Just a quick one on the competitive landscape. You're winning share. You've done better than other markets for three straight quarters, but at the same time, you're being disciplined on price. So is this a function of maybe smaller players exiting the market? There's been an interesting chart that's been circulating on the, I guess, exit of brokers. Do you feel like the capacity in the broker industry is closer to balance than maybe it is in the asset-heavy side of the equation? And is that helping you win share? Or is it more company-specific and the things that you've been talking about for the last half an hour or so that's driving those share gains?
Yes, thanks for the question. I believe it's a combination of factors. We have been executing with discipline, which we've discussed frequently. However, there is clear pressure in the brokerage industry, evident from the exits we've seen, such as Convoy last year. We are also receiving reports about smaller brokers struggling in this market. Therefore, I think it's both influences at play.
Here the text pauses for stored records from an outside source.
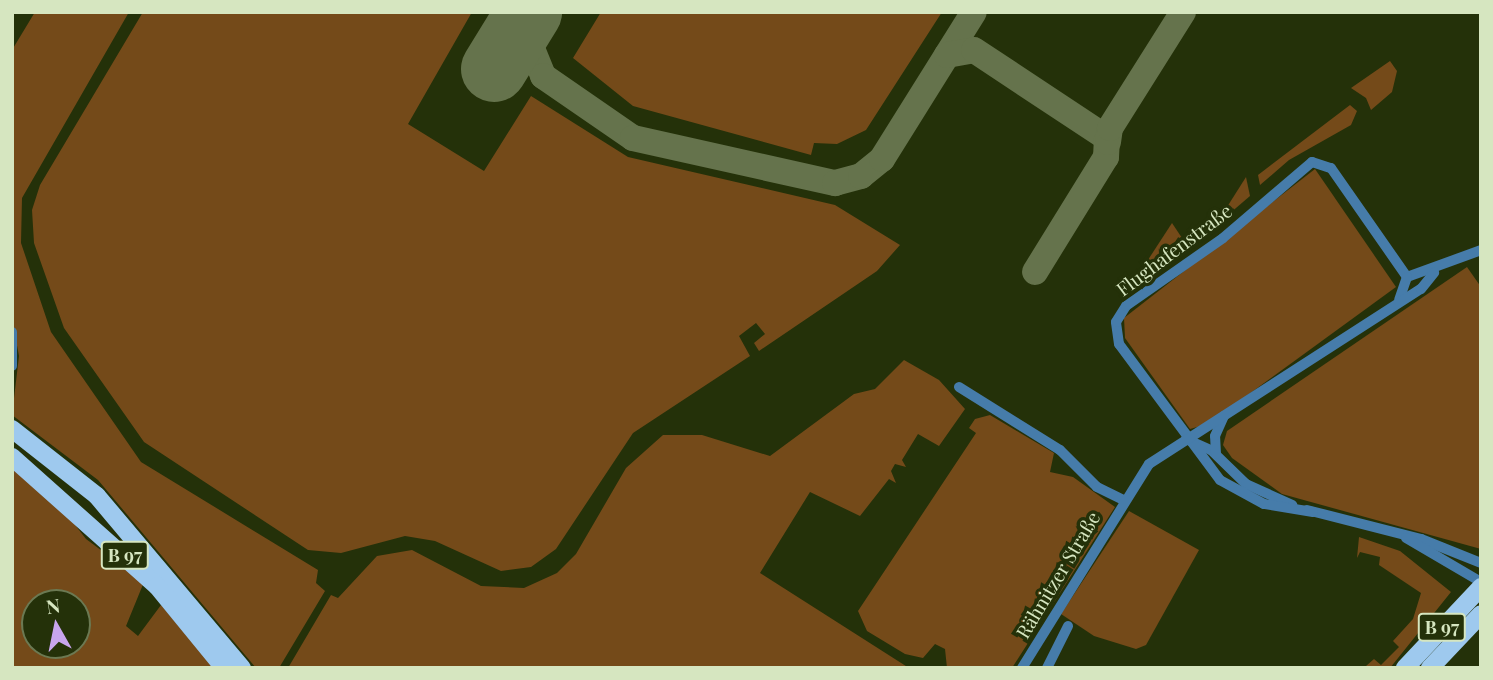 <!DOCTYPE html>
<meta charset="utf-8">
<style>
body{margin:0}
#map{position:relative;width:1493px;height:680px;overflow:hidden;background:#243109;font-family:"Playfair Display",serif}
div>[style]{position:absolute}
.green>*{inset:0;background:#744a19}
.taxiway>*{height:26px;margin:-13px;padding:0 13px;transform-origin:13px;border-radius:13px;background:#65734c}
.runway>*{height:66px;margin:-33px;padding:0 33px;transform-origin:33px;border-radius:33px;background:#65734c}
.street>*{height:10px;margin:-5px;padding:0 5px;transform-origin:5px;border-radius:5px;background:#467caa}
.primary>*{height:18px;margin:-9px;padding:0 9px;transform-origin:9px;border-radius:9px;background:#9ec9ee}
span{translate:-50% -50%;white-space:nowrap;text-align:center;line-height:1.15;-webkit-text-stroke:7px #243109;paint-order:stroke}
.shield-label span{padding:2px 5px;background:#243109;border:2px solid;border-radius:5px;-webkit-text-stroke-width:0}
.shield-label{font-size:18px;color:#d6e6c0;font-weight:700}
.street-label{font-size:19px;color:#d6e6c0}
.frame{position:absolute;inset:0;border:14px solid #d6e6c0;pointer-events:none}
.north{position:absolute;left:21px;top:589px;width:70px;height:70px;box-sizing:border-box;background:#243109;border:2px solid #6b7952;border-radius:50%;rotate:351deg;font-size:19px;font-weight:700;line-height:28px;text-align:center;color:#d6e6c0}
.north::after{content:'';display:block;margin:auto;width:24px;height:32px;background:#c8a5ee;clip-path:polygon(50% 0,100% 100%,50% 72%,0 100%)}
</style>
<div id="map">
<div class="green">
<div style="clip-path:polygon(35px 12px,129px 12px,22px 198px,21px 243px,51px 332px,141px 462px,318px 570px,316px 583px,325px 591px,279px 668px,256px 668px,98px 480px,12px 415px,19px 356px,12px 319px,12px 50px)"></div>
<div style="clip-path:polygon(143px 12px,472px 12px,408px 124px,484px 171px,531px 96px,628px 157px,835px 205px,900px 245px,877px 271px,759px 351px,754px 343px,765px 334px,756px 323px,739px 336px,750px 356px,633px 433px,556px 549px,531px 567px,501px 571px,435px 541px,405px 536px,341px 553px,308px 550px,144px 442px,64px 328px,34px 243px,32px 210px,40px 185px)"></div>
<div style="clip-path:polygon(601px 12px,942px 12px,866px 130px,837px 144px,814px 143px,811px 155px,633px 106px,573px 58px)"></div>
<div style="clip-path:polygon(1390px 61px,1397px 71px,1392px 92px,1371px 110px,1366px 98px,1351px 88px)"></div>
<div style="clip-path:polygon(1350px 105px,1357px 111px,1351px 125px,1289px 160px,1260px 185px,1258px 175px)"></div>
<div style="clip-path:polygon(1315px 169px,1396px 287px,1208px 424px,1190px 429px,1125px 338px,1124px 318px)"></div>
<div style="clip-path:polygon(1246px 177px,1250px 196px,1215px 226px)"></div>
<div style="clip-path:polygon(1172px 223px,1188px 247px,1131px 286px)"></div>
<div style="clip-path:polygon(1467px 267px,1481px 287px,1481px 549px,1282px 494px,1232px 458px,1223px 445px,1227px 431px)"></div>
<div style="clip-path:polygon(904px 360px,939px 380px,965px 409px,939px 446px,918px 434px,902px 460px,906px 467px,895px 464px,891px 471px,896px 483px,889px 479px,860px 516px,810px 492px,760px 573px,909px 668px,288px 668px,331px 595px,338px 598px,377px 556px,412px 550px,481px 586px,524px 588px,557px 573px,576px 554px,626px 468px,663px 435px,702px 435px,770px 456px,854px 394px,875px 389px)"></div>
<div style="clip-path:polygon(990px 415px,1054px 453px,1050px 472px,1073px 477px,1115px 507px,1012px 668px,947px 668px,945px 649px,935px 644px,923px 658px,905px 654px,867px 631px,858px 611px,976px 433px,969px 428px,975px 419px)"></div>
<div style="clip-path:polygon(evenodd,12px 466px,51px 494px,86px 539px,144px 582px,126px 626px,138px 636px,161px 605px,214px 668px,12px 668px,12px 466px,35px 603px,77px 603px,77px 645px,35px 645px,35px 603px)"></div>
<div style="clip-path:polygon(1129px 511px,1199px 550px,1146px 645px,1136px 649px,1094px 636px,1061px 614px)"></div>
<div style="clip-path:polygon(1359px 537px,1400px 551px,1451px 592px,1390px 668px,1366px 666px,1374px 659px,1381px 665px,1399px 647px,1393px 641px,1413px 619px,1421px 593px,1379px 565px,1380px 557px,1360px 552px,1357px 558px)"></div>
</div>
<div class="taxiway">
<div style="left:533px;top:12px;width:29px;rotate:98deg"></div>
<div style="left:529px;top:41px;width:38px;rotate:68deg"></div>
<div style="left:543px;top:76px;width:109px;rotate:34.6deg"></div>
<div style="left:633px;top:138px;width:207px;rotate:12.6deg"></div>
<div style="left:835px;top:183px;width:27px;rotate:-15deg"></div>
<div style="left:861px;top:176px;width:27px;rotate:-39deg"></div>
<div style="left:882px;top:159px;width:173px;rotate:-58deg"></div>
<div style="left:947px;top:55px;width:27px;rotate:-10deg"></div>
<div style="left:974px;top:50px;width:159px;rotate:33.5deg"></div>
<div style="left:1107px;top:138px;width:19px;rotate:93deg"></div>
<div style="left:1106px;top:157px;width:135px;rotate:121.7deg"></div>
<div style="left:1108px;top:142px;width:14px;rotate:-82deg"></div>
<div style="left:1110px;top:128px;width:137px;rotate:-57.8deg"></div>
</div>
<div class="runway">
<div style="left:494px;top:69px;width:67px;rotate:-58.4deg"></div>
</div>
<div class="street">
<div style="left:1407px;top:277px;width:79px;rotate:-20deg"></div>
<div style="left:12px;top:332px;width:34px;rotate:90deg"></div>
<div style="left:959px;top:387px;width:119px;rotate:32deg"></div>
<div style="left:1060px;top:450px;width:52px;rotate:45deg"></div>
<div style="left:1097px;top:487px;width:30px;rotate:26deg"></div>
<div style="left:1186px;top:439px;width:27px;rotate:24deg"></div>
<div style="left:1211px;top:450px;width:49px;rotate:44.2deg"></div>
<div style="left:1246px;top:484px;width:51px;rotate:24.5deg"></div>
<div style="left:1216px;top:454px;width:18px;rotate:-93deg"></div>
<div style="left:1215px;top:436px;width:22px;rotate:-66deg"></div>
<div style="left:1307px;top:510px;width:118px;rotate:14.3deg"></div>
<div style="left:1421px;top:539px;width:65px;rotate:21.8deg"></div>
<div style="left:1313px;top:512px;width:50px;rotate:-170.7deg"></div>
<div style="left:1264px;top:504px;width:50px;rotate:-151.4deg"></div>
<div style="left:1220px;top:480px;width:169px;rotate:-126.6deg"></div>
<div style="left:1119px;top:344px;width:22px;rotate:-98deg"></div>
<div style="left:1116px;top:322px;width:19px;rotate:-58deg"></div>
<div style="left:1126px;top:306px;width:118px;rotate:-35deg"></div>
<div style="left:1223px;top:238px;width:117px;rotate:-40.5deg"></div>
<div style="left:1312px;top:162px;width:20px;rotate:18deg"></div>
<div style="left:1331px;top:168px;width:133px;rotate:55.1deg"></div>
<div style="left:1407px;top:277px;width:24px;rotate:109deg"></div>
<div style="left:1406px;top:538px;width:87px;rotate:30.4deg"></div>
<div style="left:1022px;top:668px;width:240px;rotate:-58.1deg"></div>
<div style="left:1149px;top:464px;width:323px;rotate:-32.8deg"></div>
<div style="left:1421px;top:289px;width:21px;rotate:-51deg"></div>
<div style="left:1047px;top:668px;width:47px;rotate:-63.4deg"></div>
</div>
<div class="primary">
<div style="left:12px;top:429px;width:108px;rotate:38.2deg"></div>
<div style="left:97px;top:496px;width:225px;rotate:49.9deg"></div>
<div style="left:12px;top:457px;width:194px;rotate:41.7deg"></div>
<div style="left:157px;top:586px;width:106px;rotate:50.7deg"></div>
<div style="left:1405px;top:668px;width:111px;rotate:-46.8deg"></div>
<div style="left:1430px;top:668px;width:74px;rotate:-46.6deg"></div>
</div>
<div class="shield-label">
<span style="left:125px;top:555px">B 97</span>
<span style="left:1442px;top:627px">B 97</span>
</div>
<div class="street-label">
<span style="left:1174px;top:250px;rotate:-37deg">Flughafenstraße</span>
<span style="left:1058px;top:575px;rotate:-59deg">Rähnitzer Straße</span>
</div>
<div class="frame"></div>
<div class="north">N</div>
</div>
While there may be some advantages stemming from the difficulties faced by smaller brokers, I would emphasize that our success largely arises from our operating model, the supporting factors, and our disciplined approach in that regard.
That makes sense. Do you have a sense, just as a quick follow-up, that the broker business at large is closer to balance, maybe closer to, let's call it, 2019 levels than the truckload market from an asset-heavy perspective is?
No, Jonathan, this is Dave. I would say it's not at the levels of 2019. We don't see that. While we observe a decrease in capacity and carrier capacity, it's not where we believe it should be at this point in the cycle. Specifically regarding brokers, I would say we are not at those levels of 2019.
At this time, I'd like to turn the floor back over to Mr. Ives for closing comments.
Thanks, everyone, for joining us today. That concludes today's earnings call, and we look forward to talking to you again. Have a great evening.
Ladies and gentlemen, thank you for your participation. This concludes today's event. You may disconnect your lines or log off the webcast at this time and enjoy the rest of your day.